Problem statement | Filter the entries and keep only the lines where the string "JUIN" appears.

Data to process |

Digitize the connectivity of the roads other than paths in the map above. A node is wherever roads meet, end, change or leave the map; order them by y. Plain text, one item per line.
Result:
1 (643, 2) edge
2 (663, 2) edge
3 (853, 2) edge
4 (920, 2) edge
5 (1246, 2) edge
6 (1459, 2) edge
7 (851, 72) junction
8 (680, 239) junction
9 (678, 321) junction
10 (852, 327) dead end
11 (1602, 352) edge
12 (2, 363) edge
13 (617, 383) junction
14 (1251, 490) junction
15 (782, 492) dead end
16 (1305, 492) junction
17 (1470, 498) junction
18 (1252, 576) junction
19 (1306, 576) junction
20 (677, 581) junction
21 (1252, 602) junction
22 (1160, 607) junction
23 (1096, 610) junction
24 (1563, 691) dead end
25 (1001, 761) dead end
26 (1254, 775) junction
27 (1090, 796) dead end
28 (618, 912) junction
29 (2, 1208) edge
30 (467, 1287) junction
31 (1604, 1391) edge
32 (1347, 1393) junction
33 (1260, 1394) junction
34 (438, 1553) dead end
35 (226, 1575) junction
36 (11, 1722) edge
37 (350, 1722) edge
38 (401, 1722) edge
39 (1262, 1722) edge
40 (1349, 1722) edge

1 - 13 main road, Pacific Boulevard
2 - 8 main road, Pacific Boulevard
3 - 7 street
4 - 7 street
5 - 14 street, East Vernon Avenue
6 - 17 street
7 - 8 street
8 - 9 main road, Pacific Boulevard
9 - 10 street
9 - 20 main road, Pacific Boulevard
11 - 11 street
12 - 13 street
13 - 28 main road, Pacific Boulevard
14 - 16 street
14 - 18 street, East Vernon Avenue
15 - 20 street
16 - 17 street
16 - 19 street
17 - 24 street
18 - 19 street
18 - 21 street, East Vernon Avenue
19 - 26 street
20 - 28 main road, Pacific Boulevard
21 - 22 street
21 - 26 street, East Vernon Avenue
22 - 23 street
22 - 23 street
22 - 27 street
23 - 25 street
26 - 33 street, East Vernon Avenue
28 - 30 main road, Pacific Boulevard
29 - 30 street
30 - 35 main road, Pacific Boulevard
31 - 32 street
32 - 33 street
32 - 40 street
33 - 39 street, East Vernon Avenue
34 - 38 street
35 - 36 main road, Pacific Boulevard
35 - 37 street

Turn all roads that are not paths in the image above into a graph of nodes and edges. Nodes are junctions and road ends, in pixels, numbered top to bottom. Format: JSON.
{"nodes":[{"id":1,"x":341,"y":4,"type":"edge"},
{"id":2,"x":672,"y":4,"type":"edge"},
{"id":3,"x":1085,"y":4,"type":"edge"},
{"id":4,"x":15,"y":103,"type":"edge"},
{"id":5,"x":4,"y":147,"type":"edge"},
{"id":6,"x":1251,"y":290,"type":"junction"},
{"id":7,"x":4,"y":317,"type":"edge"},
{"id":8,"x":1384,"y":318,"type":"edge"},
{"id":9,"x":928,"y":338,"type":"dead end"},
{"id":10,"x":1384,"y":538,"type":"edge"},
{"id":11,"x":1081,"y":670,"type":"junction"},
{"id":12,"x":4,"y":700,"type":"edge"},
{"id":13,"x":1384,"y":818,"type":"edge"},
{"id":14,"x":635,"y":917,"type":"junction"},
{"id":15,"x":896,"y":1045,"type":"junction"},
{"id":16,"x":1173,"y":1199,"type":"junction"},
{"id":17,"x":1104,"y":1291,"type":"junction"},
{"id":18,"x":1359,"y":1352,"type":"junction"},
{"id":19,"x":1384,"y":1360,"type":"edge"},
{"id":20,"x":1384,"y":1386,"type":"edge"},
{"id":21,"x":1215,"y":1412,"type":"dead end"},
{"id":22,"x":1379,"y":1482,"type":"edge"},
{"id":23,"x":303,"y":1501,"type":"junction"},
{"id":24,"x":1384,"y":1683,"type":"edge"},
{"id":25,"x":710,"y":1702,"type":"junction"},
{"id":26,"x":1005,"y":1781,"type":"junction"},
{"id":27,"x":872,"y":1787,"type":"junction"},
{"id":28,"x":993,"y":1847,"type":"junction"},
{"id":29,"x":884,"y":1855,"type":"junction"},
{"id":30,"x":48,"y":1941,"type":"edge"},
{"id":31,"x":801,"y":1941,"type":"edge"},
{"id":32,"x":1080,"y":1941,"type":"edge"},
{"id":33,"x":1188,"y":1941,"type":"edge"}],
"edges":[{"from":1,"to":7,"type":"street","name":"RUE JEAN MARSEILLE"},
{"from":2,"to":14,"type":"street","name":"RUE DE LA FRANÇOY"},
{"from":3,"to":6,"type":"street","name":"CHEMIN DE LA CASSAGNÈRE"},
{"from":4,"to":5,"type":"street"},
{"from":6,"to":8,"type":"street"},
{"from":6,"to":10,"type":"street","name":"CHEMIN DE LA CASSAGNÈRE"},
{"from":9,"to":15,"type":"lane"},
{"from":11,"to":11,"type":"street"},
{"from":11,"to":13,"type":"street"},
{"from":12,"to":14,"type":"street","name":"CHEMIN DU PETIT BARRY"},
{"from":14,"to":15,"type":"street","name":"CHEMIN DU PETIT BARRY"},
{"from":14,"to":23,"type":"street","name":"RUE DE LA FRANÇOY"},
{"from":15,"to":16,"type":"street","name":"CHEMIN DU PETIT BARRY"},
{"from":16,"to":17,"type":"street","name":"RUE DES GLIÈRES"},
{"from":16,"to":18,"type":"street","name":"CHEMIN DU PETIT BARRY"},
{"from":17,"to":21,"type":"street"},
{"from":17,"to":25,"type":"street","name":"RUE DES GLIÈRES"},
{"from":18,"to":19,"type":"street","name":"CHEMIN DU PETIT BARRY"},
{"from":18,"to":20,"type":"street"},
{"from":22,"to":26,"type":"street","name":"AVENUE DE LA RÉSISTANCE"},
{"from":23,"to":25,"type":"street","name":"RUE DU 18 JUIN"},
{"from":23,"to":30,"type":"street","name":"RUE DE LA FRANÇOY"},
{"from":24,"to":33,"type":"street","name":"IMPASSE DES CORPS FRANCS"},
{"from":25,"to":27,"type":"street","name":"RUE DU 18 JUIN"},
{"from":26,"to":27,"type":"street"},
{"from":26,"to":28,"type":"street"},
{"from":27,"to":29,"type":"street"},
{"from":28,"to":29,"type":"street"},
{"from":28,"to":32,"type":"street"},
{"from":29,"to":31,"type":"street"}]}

Solution for this exercise |
{"from":23,"to":25,"type":"street","name":"RUE DU 18 JUIN"},
{"from":25,"to":27,"type":"street","name":"RUE DU 18 JUIN"},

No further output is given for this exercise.